- Malkera Location in Jharkhand, India Malkera Malkera (India)
- Coordinates: 23°47′N 86°18′E﻿ / ﻿23.78°N 86.3°E
- Country: India
- State: Jharkhand
- District: Dhanbad
- CD block: Baghmara

Area
- • Total: 2.56 km^{2} (0.99 sq mi)
- Elevation: 183 m (600 ft)

Population (2011)
- • Total: 8,232
- • Density: 3,220/km^{2} (8,330/sq mi)

Languages
- • Official: Hindi, Urdu
- Time zone: UTC+5:30 (IST)
- Postal code: 828304
- Vehicle registration: JH
- Lok Sabha constituency: Giridih
- Vidhan Sabha constituency: Baghmara
- Website: dhanbad.nic.in

= Malkera =

Malkera is a census town in Baghmara CD block in Dhanbad Sadar subdivision of Dhanbad district in the Indian state of Jharkhand.

==Geography==

===Location===
Malkera is located at . It has an average elevation of 183 metres (600 feet).

Note: The map alongside presents some of the notable locations in the area. All places marked in the map are linked in the larger full screen map.

Malkera is constituted of places like Choutidih, Lal bungalow, New Colony, Trigunait basti, Green basti. The nearest market place is Katras which is at 15 minutes drive and nearly 3.5 km in distance. It has well maintained green patched area managed by Tata Steel. Malkera is at a distance of 20 km from Dhanbad town and 40 km from Bokaro.

===Overview===
The region shown in the map is a part of the undulating uplands bustling with coalmines. The Damodar River, the most important river of the Chota Nagpur Plateau, flows along the southern border. The area beyond the Damodar was once a part of Dhanbad district but was transferred to Bokaro district in 2001. Bulk of the area shown in the map is part of Baghmara (community development block).
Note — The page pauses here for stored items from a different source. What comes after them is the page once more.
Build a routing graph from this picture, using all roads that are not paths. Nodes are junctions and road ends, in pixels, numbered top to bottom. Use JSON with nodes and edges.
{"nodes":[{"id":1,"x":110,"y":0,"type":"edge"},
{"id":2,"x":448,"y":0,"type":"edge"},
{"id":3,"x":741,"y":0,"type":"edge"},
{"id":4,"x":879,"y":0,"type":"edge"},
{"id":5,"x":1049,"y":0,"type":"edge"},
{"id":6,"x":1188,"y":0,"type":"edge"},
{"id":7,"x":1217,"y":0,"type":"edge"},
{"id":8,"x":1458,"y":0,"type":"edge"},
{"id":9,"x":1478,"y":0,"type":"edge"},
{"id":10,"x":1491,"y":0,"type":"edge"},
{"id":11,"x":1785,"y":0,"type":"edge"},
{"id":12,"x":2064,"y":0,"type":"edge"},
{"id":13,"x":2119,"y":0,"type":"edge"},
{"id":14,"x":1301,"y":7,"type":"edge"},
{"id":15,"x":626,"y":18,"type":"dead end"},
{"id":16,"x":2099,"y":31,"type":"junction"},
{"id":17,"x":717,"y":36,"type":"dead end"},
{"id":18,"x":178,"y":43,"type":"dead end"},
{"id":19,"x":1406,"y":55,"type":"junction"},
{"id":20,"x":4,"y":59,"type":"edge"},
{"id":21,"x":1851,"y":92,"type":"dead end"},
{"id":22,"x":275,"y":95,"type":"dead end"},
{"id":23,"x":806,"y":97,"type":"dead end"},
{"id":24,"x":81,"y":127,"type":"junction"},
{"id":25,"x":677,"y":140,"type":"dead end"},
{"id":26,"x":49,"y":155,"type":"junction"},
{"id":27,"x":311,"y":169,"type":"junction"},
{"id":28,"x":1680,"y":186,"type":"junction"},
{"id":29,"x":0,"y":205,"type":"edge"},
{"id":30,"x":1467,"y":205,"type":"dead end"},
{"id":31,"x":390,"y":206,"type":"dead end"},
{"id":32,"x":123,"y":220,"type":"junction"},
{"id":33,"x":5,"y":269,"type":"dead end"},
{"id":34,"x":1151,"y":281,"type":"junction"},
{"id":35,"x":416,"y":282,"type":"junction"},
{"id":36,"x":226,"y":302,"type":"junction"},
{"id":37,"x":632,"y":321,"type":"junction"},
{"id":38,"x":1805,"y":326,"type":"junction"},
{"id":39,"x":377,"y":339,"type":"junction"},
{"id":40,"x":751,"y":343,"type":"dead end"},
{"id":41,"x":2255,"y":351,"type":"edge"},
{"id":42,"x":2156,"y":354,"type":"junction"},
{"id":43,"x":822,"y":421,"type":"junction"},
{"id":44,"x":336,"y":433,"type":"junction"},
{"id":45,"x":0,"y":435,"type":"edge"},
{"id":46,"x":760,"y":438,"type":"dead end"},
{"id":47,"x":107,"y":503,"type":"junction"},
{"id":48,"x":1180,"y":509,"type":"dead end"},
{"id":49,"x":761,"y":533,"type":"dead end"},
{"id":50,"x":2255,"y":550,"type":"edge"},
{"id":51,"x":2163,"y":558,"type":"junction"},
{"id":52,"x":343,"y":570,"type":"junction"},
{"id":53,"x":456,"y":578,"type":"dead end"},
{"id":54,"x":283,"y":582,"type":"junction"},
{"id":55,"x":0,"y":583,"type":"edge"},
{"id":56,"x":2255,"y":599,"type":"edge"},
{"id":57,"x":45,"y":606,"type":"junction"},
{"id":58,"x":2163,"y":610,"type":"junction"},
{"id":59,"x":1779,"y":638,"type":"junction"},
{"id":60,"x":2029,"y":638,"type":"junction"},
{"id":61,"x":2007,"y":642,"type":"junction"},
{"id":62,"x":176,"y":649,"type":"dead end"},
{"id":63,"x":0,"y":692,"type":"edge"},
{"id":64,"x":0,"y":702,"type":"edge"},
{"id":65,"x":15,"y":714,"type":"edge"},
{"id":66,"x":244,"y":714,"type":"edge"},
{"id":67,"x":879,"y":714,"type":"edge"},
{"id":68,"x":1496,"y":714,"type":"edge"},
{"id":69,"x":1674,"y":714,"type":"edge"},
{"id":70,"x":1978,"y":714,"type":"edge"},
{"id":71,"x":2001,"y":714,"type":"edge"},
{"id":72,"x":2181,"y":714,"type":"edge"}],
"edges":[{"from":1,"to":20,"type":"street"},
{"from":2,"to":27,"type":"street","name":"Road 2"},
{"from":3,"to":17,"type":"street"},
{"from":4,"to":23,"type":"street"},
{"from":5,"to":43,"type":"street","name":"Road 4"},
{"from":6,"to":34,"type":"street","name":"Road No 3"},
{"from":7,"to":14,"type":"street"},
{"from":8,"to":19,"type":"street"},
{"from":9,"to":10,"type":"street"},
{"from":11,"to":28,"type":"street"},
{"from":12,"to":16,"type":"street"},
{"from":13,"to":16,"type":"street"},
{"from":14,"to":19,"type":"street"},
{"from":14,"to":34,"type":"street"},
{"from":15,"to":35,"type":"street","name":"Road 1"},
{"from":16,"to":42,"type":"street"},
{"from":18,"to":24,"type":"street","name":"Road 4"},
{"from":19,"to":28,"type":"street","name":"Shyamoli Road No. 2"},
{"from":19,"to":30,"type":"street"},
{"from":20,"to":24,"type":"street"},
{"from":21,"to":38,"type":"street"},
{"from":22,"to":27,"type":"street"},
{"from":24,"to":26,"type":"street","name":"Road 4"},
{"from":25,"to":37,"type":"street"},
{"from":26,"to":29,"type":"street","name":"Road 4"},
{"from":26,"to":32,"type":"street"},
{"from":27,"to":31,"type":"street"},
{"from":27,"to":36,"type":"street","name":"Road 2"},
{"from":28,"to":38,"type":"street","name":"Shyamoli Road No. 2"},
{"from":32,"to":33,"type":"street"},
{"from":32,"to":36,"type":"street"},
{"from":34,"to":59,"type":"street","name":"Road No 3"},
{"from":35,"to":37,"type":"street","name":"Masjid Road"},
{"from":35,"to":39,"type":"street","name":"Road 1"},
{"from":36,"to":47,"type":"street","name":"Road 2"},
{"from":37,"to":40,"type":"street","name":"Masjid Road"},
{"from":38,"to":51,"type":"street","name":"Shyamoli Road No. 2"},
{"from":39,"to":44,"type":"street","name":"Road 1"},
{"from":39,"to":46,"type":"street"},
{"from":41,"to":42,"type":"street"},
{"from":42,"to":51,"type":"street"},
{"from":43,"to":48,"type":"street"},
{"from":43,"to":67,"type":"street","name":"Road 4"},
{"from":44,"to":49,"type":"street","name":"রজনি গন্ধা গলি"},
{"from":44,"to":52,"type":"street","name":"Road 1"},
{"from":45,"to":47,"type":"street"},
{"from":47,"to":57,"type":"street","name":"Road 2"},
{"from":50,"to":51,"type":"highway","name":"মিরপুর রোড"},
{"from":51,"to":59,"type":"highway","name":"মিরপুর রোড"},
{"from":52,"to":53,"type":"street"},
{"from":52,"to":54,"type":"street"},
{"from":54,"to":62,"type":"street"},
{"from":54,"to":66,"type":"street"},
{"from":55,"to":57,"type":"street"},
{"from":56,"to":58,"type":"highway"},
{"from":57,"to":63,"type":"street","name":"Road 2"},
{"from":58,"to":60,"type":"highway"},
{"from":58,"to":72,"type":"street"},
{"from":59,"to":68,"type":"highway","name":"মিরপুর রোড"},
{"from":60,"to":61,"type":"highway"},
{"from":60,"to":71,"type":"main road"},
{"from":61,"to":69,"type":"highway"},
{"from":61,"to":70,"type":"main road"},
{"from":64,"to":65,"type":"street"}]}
In Baghmara CD block 67% of the population lives in rural areas and 33% in urban areas. The block has 18 census towns, all marked in the map, except Rajganj, which is shown in the map for the northern portion of the district. A portion of Dhanbad Municipal Corporation extends into the region till around Katras. The places in the DMC area are marked as neighbourhoods. Most of the DMC area is shown in the maps for the central and southern portions of the district. Four operational areas of BCCL operate fully within the region – Katras Area, Govindpur Area, Barora Area and Block II Area. The Mahuda sector of Western Jharia Area also operates in the region.

==Demographics==
As per the 2011 Census of India, Malkera had a total population of 8,232 of which 4,345 (53%) were males and 3,887 (47%) were females. Population below 6 years was 973. The total number of literates in Malkera was 5,904 (81.33% of the population over 6 years).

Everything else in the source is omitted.